2. Methodology#

This section documents the methodology behind the xbooster library, which is designed to build credit scorecards with XGBoost. The library extends the scorecard boosting methodology with the inclusion of Weight of Evidence (WOE) as another method for building credit scorecards with XGBoost.

2.1. Introduction#

In recent years, gradient boosting algorithms have revolutionized machine learning with their exceptional performance. However, understanding their inner workings and interpretability has often been challenging.

The methodology for scorecard boosting, pioneered by Paul Edwards, addresses this gap. xbooster library builds upon this methodology, extending it with the inclusion of Weight of Evidence (WOE) as another method for building credit scorecards with XGBoost.

The underlying framework of xbooster is based on likelihood theory. This framework enables to build and validate boosted scoring systems, quantify feature importance, and perform model validation effectively using a well-known suite of credit scoring metrics.

Boosting iterations by XGBoost produce margins (log-odds), which can be interpreted as likelihood ratios relative to the base score. By treating these margins as likelihoods, xbooster conceptualizes the boosting process as an iterative procedure aimed at maximizing the likelihood of the observed data (Maximum Likelihood Estimation or MLE).

Important terminology
Explore the metrics used in the xbooster library.

Weight of Evidence (WOE): calculates the log-odds of the event rate in a specific group relative to the event rate in the entire dataset. WOE in the context of gradient boosting is a (log) likelihood ratio that measures deviations from the average event rate in a given tree. WOE is defined as p("bad") / p("good") to match the direction of leaf weights (XAddEvidence) and WOE in this library.

Information Value (IV): Shannon Information Value (IV).

Leaf weights (XAddEvidence): gradient boosting margins, which can be interpreted as likelihood ratios.

Points: calculates credit scorecard points based on the XAddEvidence or WOE and the PDO (Points to Double the Odds) method.

Likelihood: the exponent of WOE. When visualizing metrics for interpretability, we have an option to normalize to 1.

2.2. Boosting and Likelihood#

This section provides an overview of the xbooster’s interpretability functionality for trees with depth larger than one.

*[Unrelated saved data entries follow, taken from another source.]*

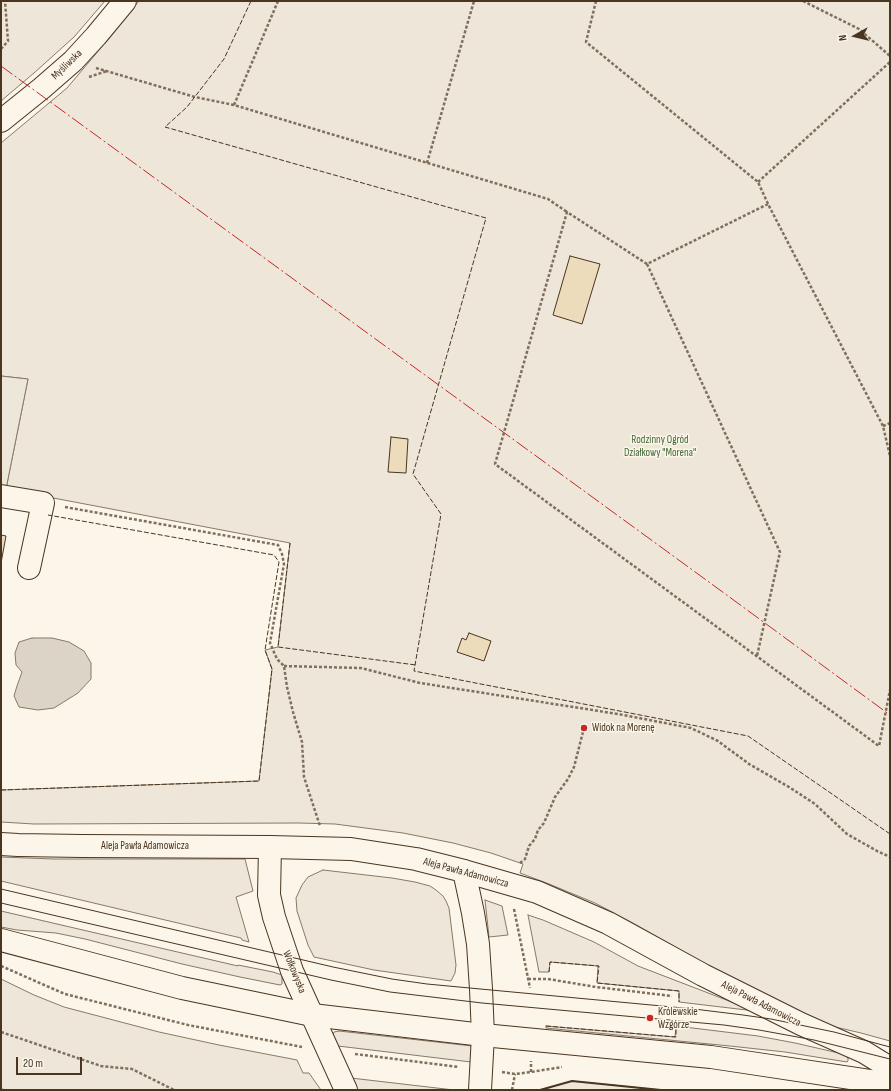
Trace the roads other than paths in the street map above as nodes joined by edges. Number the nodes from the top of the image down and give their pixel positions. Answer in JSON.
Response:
{"nodes":[{"id":1,"x":125,"y":1,"type":"edge"},
{"id":2,"x":1,"y":122,"type":"edge"},
{"id":3,"x":1,"y":496,"type":"edge"},
{"id":4,"x":29,"y":568,"type":"dead end"},
{"id":5,"x":1,"y":844,"type":"edge"},
{"id":6,"x":270,"y":847,"type":"junction"},
{"id":7,"x":464,"y":871,"type":"junction"},
{"id":8,"x":1,"y":940,"type":"edge"},
{"id":9,"x":312,"y":1015,"type":"junction"},
{"id":10,"x":483,"y":1035,"type":"junction"},
{"id":11,"x":890,"y":1068,"type":"edge"},
{"id":12,"x":890,"y":1084,"type":"edge"},
{"id":13,"x":346,"y":1090,"type":"edge"},
{"id":14,"x":480,"y":1090,"type":"edge"}],
"edges":[{"from":1,"to":2,"type":"main road","name":"Myśliwska"},
{"from":3,"to":4,"type":"main road"},
{"from":5,"to":6,"type":"main road","name":"Aleja Pawła Adamowicza"},
{"from":6,"to":7,"type":"main road","name":"Aleja Pawła Adamowicza"},
{"from":6,"to":9,"type":"main road","name":"Wołkowyska"},
{"from":7,"to":10,"type":"main road"},
{"from":7,"to":11,"type":"main road","name":"Aleja Pawła Adamowicza"},
{"from":8,"to":9,"type":"main road"},
{"from":9,"to":10,"type":"main road"},
{"from":9,"to":13,"type":"main road","name":"Wołkowyska"},
{"from":10,"to":12,"type":"main road"},
{"from":10,"to":14,"type":"main road"}]}
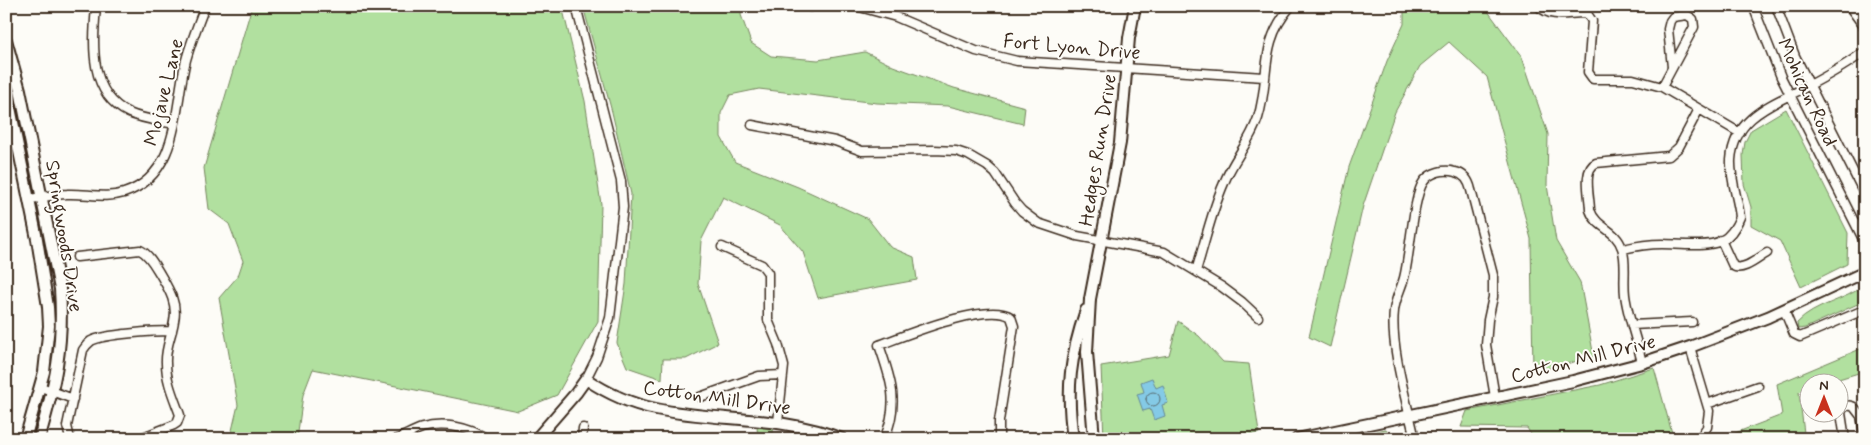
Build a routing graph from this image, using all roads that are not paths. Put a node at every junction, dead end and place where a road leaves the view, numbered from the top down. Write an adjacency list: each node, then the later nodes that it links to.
1 (96, 6): 23 (street)
2 (205, 6): 23 (street, Mojave Lane)
3 (576, 6): 48 (street)
4 (856, 6): 15 (street, Fort Lyon Drive)
5 (1135, 6): 15 (street, Hedges Run Drive)
6 (1291, 6): 16 (street)
7 (1538, 6): 18 (street)
8 (1753, 6): 20 (street, Mohican Road)
9 (1776, 6): 17 (street, Mohican Road)
10 (1849, 6): 11 (street)
11 (1865, 28)
12 (6, 40): 27 (street, Springwoods Drive)
13 (1865, 50): 17 (street)
14 (1672, 67): 14 (street); 18 (street)
15 (1127, 68): 16 (street, Fort Lyon Drive); 30 (street, Hedges Run Drive)
16 (1264, 77): 36 (street)
17 (1809, 86): 20 (street); 26 (street, Mohican Road)
18 (1662, 87): 22 (street)
19 (6, 88): 21 (street, Springwoods Drive)
20 (1790, 96): 25 (street); 31 (street, Mohican Road)
21 (8, 103): 28 (street, Springwoods Drive)
22 (1699, 109): 25 (street); 33 (street)
23 (174, 124): 27 (street, Mojave Lane)
24 (752, 125): 30 (street)
25 (1740, 133): 29 (street)
26 (1865, 195)
27 (43, 197): 28 (street, Mojave Lane); 51 (street, Springwoods Drive)
28 (29, 199): 50 (street, Springwoods Drive)
29 (1722, 240): 33 (street); 34 (street)
30 (1101, 241): 36 (street); 38 (street, Hedges Run Drive)
31 (1865, 243)
32 (722, 247): 47 (street)
33 (1623, 249): 43 (street)
34 (1767, 253)
35 (77, 257): 44 (street)
36 (1196, 271): 41 (street)
37 (1865, 272): 39 (street, Cotton Mill Drive)
38 (1090, 299): 71 (street, Hedges Run Drive); 72 (street, Hedges Run Drive)
39 (1784, 310): 40 (street); 45 (street, Cotton Mill Drive)
40 (1859, 312)
41 (1258, 316)
42 (1692, 322): 43 (street)
43 (1632, 325): 46 (street)
44 (172, 331): 54 (street); 63 (street)
45 (1690, 347): 46 (street, Cotton Mill Drive); 55 (street)
46 (1642, 363): 53 (street, Cotton Mill Drive)
47 (783, 375): 52 (street); 57 (street)
48 (586, 379): 57 (street, Cotton Mill Drive); 66 (street)
49 (1758, 386): 55 (street)
50 (41, 387): 51 (street); 60 (street, Springwoods Drive)
51 (52, 392): 54 (street); 61 (street, Springwoods Drive)
52 (700, 397)
53 (1495, 397): 56 (street, Cotton Mill Drive); 56 (street)
54 (73, 399): 62 (street)
55 (1707, 404): 75 (street)
56 (1410, 416): 73 (street, Cotton Mill Drive); 74 (street)
57 (778, 422): 68 (street, Cotton Mill Drive)
58 (583, 428): 67 (street)
59 (1865, 437): 76 (street)
60 (26, 439)
61 (39, 439)
62 (70, 439)
63 (138, 439)
64 (397, 439): 65 (street)
65 (487, 439)
66 (536, 439)
67 (582, 439)
68 (842, 439)
69 (884, 439): 70 (street)
70 (999, 439)
71 (1073, 439)
72 (1094, 439)
73 (1297, 439)
74 (1415, 439)
75 (1699, 439)
76 (1845, 439)

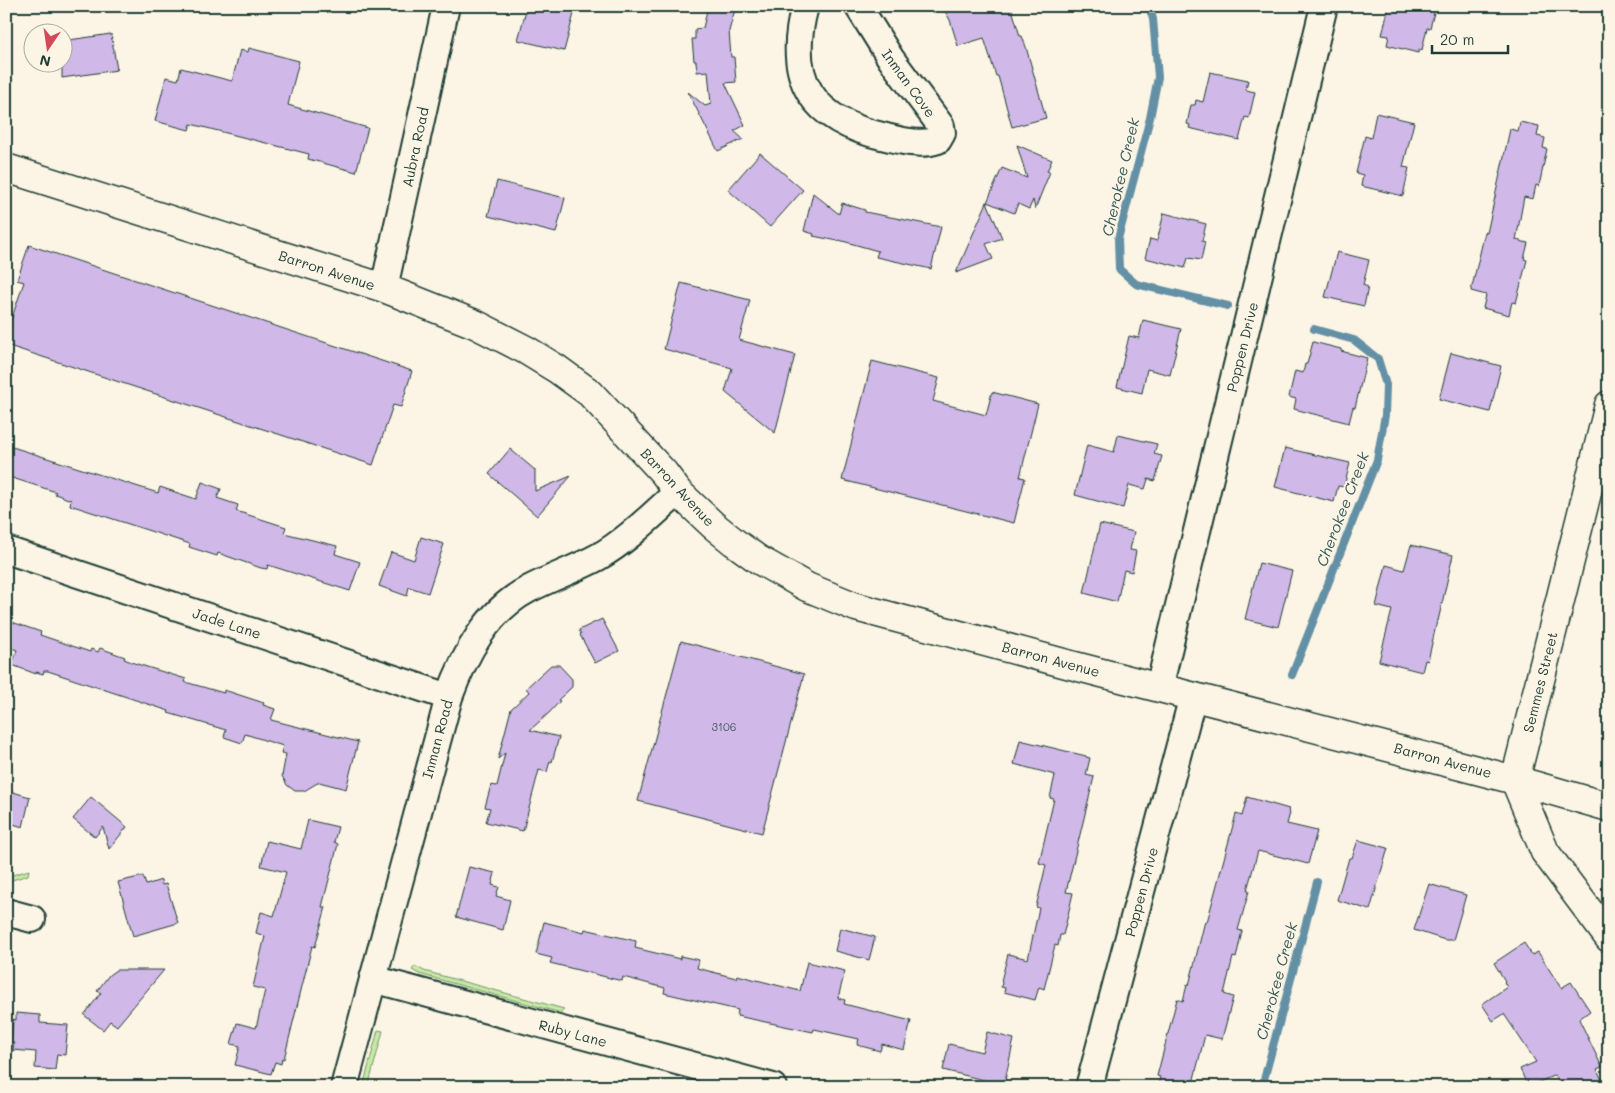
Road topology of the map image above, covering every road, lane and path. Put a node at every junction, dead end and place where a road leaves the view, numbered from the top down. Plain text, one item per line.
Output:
1 (446, 6) edge
2 (805, 6) edge
3 (858, 6) edge
4 (1324, 6) edge
5 (6, 168) edge
6 (384, 288) junction
7 (1609, 405) edge
8 (678, 492) junction
9 (6, 550) edge
10 (1159, 688) junction
11 (1193, 696) junction
12 (449, 697) junction
13 (1515, 780) junction
14 (1609, 807) edge
15 (6, 912) edge
16 (32, 919) dead end
17 (1609, 938) edge
18 (373, 979) junction
19 (344, 1087) edge
20 (773, 1087) edge
21 (1089, 1087) edge

1 - 6 street, Aubra Road
2 - 3 street, Inman Cove
4 - 10 street, Poppen Drive
5 - 6 main road, Barron Avenue
6 - 8 main road, Barron Avenue
7 - 13 main road, Semmes Street
8 - 10 main road, Barron Avenue
8 - 12 street, Inman Road
9 - 12 street, Jade Lane
10 - 11 main road, Barron Avenue
11 - 13 main road, Barron Avenue
11 - 21 street, Poppen Drive
12 - 18 street, Inman Road
13 - 14 main road, Barron Avenue
13 - 17 main road
15 - 16 street
18 - 19 street, Inman Road
18 - 20 street, Ruby Lane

2.2.1. Global Interpretability#

The snippet below demonstrates how to plot global feature importance using the xbooster library.

from xbooster.explainer import plot_importance

plot_importance(
    scorecard_constructor,
    metric="IV",
    method="global",
    normalize=True,
    color="#a7fe01",
    edgecolor="#1e1e1e",
    figsize=(5, 5),
    dpi=120,
    title="Feature importance",
)

We can view an ensemble of gradient boosted trees as a summation of margins, leaf log-odds which are scaled by the learning rate. Each boosting iteration produces a margin, which can be interpreted as a likelihood vis-a-vis the base score (intercept). At each iteration, the boosting machine updates its previous likelihood by fitting a new decision tree to update the previous margin. As such, the boosting ensemble produces a series of likelihoods, which are eventually summed to obtain the final prediction.

It is important to note the difference between a tree depth of 1 (stump) and larger depths. We can use a global method from explainer.plot_importance() only for stumps. For larger trees, we need to recreate individual splits and measure feature importance via a likelihood ratio.

What follows is a description of the approach to global feature importance for models with depth greater than one.

2.2.1.1. Interpreting Split Conditions#

By examining how samples traverse through the trees and end up in specific leaf nodes, we can evaluate the impact of different feature combinations and their likelihood ratios on the model’s predictions.

Consider a split in one of the gradient boosting trees:

Tree	Node	Feature	Sign	Split	Count	CountPct	NonEvents	Events	EventRate	WOE	XAddEvidence	DetailedSplit
0	3	revolving_utilization_of_unsecured_lines	<	0.60931	1901	0.27157	1669	232	0.1220	0.224	-0.1801	account_never_delinq_percent < 98, revolving_utilization_of_unsecured_lines < 0.60930562

This split forms a one-way interaction table with two features. The resulting margin (“XAddEvidence”) for this specific split will be -0.1801. The event rate in this split is 12%, and approximately 27% of observations are contained in this split. Given that our base odds are 16%, this is not a very large deviation from the initial odds.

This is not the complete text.